Cantábamos el domingo pasado en el salmo: “El Señor llega para regir a los pueblos con rectitud”. Llega para ser rey. Por eso, entre el domingo pasado, este y el próximo, la Iglesia cierra un círculo: una misma temática, el reinado de Cristo, su gobierno para el mundo en los principios del XX, del XXI y en la vida de cada uno de nosotros.
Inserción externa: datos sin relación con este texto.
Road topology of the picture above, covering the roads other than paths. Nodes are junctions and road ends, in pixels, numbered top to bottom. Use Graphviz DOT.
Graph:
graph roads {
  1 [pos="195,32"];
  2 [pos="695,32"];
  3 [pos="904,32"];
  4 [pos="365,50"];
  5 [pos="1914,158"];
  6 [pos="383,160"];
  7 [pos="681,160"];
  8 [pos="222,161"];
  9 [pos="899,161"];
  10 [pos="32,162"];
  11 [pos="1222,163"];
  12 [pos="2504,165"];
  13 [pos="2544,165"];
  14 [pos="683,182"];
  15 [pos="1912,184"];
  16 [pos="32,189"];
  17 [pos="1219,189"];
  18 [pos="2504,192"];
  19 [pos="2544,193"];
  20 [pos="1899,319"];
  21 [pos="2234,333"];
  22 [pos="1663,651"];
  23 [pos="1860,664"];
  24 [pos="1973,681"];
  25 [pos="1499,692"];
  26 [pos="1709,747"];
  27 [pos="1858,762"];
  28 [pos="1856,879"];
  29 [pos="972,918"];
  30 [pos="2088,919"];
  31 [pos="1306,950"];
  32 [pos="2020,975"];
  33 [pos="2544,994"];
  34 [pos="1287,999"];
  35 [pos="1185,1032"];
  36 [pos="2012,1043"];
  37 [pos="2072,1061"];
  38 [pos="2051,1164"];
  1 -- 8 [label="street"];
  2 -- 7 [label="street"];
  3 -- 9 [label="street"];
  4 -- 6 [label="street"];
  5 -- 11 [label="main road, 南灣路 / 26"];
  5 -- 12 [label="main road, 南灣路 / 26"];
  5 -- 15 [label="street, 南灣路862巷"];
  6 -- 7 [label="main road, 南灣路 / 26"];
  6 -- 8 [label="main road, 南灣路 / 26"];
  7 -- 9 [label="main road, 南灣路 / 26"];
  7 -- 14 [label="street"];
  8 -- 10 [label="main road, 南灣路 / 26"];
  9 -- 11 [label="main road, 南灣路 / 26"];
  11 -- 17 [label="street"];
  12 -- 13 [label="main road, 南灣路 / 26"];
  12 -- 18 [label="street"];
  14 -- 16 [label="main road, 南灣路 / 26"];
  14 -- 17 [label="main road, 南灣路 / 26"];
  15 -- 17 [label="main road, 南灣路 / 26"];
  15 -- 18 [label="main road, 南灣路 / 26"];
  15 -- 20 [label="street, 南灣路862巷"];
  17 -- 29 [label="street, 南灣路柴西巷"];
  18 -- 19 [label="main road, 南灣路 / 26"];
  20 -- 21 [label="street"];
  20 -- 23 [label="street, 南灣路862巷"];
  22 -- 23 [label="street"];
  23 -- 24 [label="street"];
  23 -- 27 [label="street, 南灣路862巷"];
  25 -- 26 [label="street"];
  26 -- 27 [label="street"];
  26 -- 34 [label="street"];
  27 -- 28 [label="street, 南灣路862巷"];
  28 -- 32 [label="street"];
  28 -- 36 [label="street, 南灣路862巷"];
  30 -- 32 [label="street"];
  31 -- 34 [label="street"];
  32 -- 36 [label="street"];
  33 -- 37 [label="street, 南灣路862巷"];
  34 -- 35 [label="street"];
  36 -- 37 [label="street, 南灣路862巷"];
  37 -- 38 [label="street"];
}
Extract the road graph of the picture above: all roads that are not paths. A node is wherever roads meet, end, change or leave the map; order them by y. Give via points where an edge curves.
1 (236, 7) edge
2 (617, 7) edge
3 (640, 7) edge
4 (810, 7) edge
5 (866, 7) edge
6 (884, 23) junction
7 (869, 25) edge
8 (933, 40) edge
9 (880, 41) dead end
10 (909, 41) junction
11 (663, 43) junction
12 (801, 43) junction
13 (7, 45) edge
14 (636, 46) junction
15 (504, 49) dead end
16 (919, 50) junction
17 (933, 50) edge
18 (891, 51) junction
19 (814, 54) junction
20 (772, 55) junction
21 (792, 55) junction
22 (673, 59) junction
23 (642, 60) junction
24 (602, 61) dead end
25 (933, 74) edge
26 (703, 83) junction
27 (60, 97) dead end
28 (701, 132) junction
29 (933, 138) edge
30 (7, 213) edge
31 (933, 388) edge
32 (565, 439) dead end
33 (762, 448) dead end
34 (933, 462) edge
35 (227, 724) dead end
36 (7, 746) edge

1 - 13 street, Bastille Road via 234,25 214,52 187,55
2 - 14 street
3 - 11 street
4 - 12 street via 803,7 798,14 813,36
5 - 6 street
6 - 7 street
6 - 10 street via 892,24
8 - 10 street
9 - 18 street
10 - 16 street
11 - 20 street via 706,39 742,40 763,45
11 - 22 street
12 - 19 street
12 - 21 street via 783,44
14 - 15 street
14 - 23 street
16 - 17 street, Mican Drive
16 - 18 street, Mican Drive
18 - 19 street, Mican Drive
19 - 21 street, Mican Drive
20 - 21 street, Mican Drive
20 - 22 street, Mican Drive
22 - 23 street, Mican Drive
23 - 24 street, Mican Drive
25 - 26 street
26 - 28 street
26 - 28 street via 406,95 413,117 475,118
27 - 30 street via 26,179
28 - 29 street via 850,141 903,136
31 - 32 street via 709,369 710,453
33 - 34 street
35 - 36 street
Pero Cristo ya ha aceptado ser nuestro rey, lo ha aceptado en su encarnación, al hacerse uno como nosotros, de iguales carne y sangre, y lo ha sellado en la cruz, donde lo encontramos en el evangelio: acepta ser nuestro rey y ofrecernos su reino como al buen ladrón: “hoy estarás conmigo en el Paraíso”. Lo mismo explicaba san Pablo: “nos ha trasladado al reino del Hijo de su amor, por cuya sangre hemos recibido la redención”.
Cristo se ha convertido en Rey del universo, explicaba Pío XI, por su abajamiento. No se vuelven reyes de verdad los que se postulan, los que medran, los que quieren dejar atrás a otros. El auténtico rey es el que lleva a los otros al Paraíso. Así, la fiesta de Cristo Rey es un ataque al individualismo que nos afecta desde el siglo pasado y se ha colado hasta en la familia y la Iglesia cuando uno decide que lo suyo lo primero, que sólo le importa lo suyo.
Cristo es Rey de un pueblo, de una asamblea de personas, cada una de su padre y de su madre, pero todas redimidas en la cruz y unidas de forma inseparable. Aceptar formar parte de ese reino se manifiesta en aceptar formar parte de la vida de la Iglesia como pueblo reunido, no como los pueblos de este mundo: “Vamos alegres a la casa del Señor”, eso es.
Esa alegría es significativa y concreta: aquí no venimos al patíbulo, aunque nuestro rostro, nuestra prisa, nuestro deseo de hacernos invisibles, puedan decir algo así. Si la gente nos viera venir a misa cada domingo felices, sonrientes, arreglados, pronto, emocionados, y nos viera salir de misa vigilantes, satisfechos, ansiosos por hacer el bien, multitudes pensarían que, ciertamente, aquí se nos ha regalado el Paraíso.
¿Cuál es nuestro pasaporte en este reino? La cruz es el documento, la llave que nos abre la puerta, que nos identifica como ciudadanos del Paraíso, súbditos del Rey del Universo. El Reino de Dios es todo lo contrario del tiránico buenismo que domina en el mundo, es una forma de vida entregada, reconocible. El buenismo y la santidad no casan, uno rechaza la cruz como algo relativo, vale o no, podría evitarse, pero la otra la adora, la necesita. El relativismo considera bueno y justo lo que yo quiero, malo y fuera de ley lo que me viene mal, pero la cruz niega que todo vale, que todo está bien, que todo se puede justificar, que todo depende; la cruz es el signo de que hay una forma de vivir que conduce a Dios.
Dice Efrén de Nísibe: “Extiende tus brazos hacia la cruz, para que el Señor crucificado extienda sus brazos hacia ti; pues el que no extiende la mano hacia la cruz no puede acercarse a su mesa”. ¿Vivo como ciudadano del reino? ¿Cómo vivo en la Iglesia y en el mundo?
Esa forma de vida es el mejor testimonio que podemos dar, el más verídico. Advierte san Agustín que “algunos no lo reconocieron cuando hacía milagros y él lo reconoció cuando estaba en la cruz”. En las cosas más excepcionales que hizo Jesús muchos lo tomaron por un farsante o un endemoniado. Y sin embargo, en su mayor debilidad, cuando estaba en la cruz, allí cree el ladrón.
Así se reconoce y se vive en el Reino de Dios. No es un reino político, ideológico, es un reino que se manifiesta en la vida. ¿Qué buscamos nosotros para creer, lo grande o lo pequeño? ¿Mi testimonio es en el trono de la cruz o en el trono del poder?
“Venga tu reino”, rezamos a diario. Y viene: basta ver dónde ejerce y cómo su reinado y dónde le dejamos que sea reconocible para el mundo que no sabe que tiene un Rey tan bueno que no da nada pasajero, sino el cielo eterno.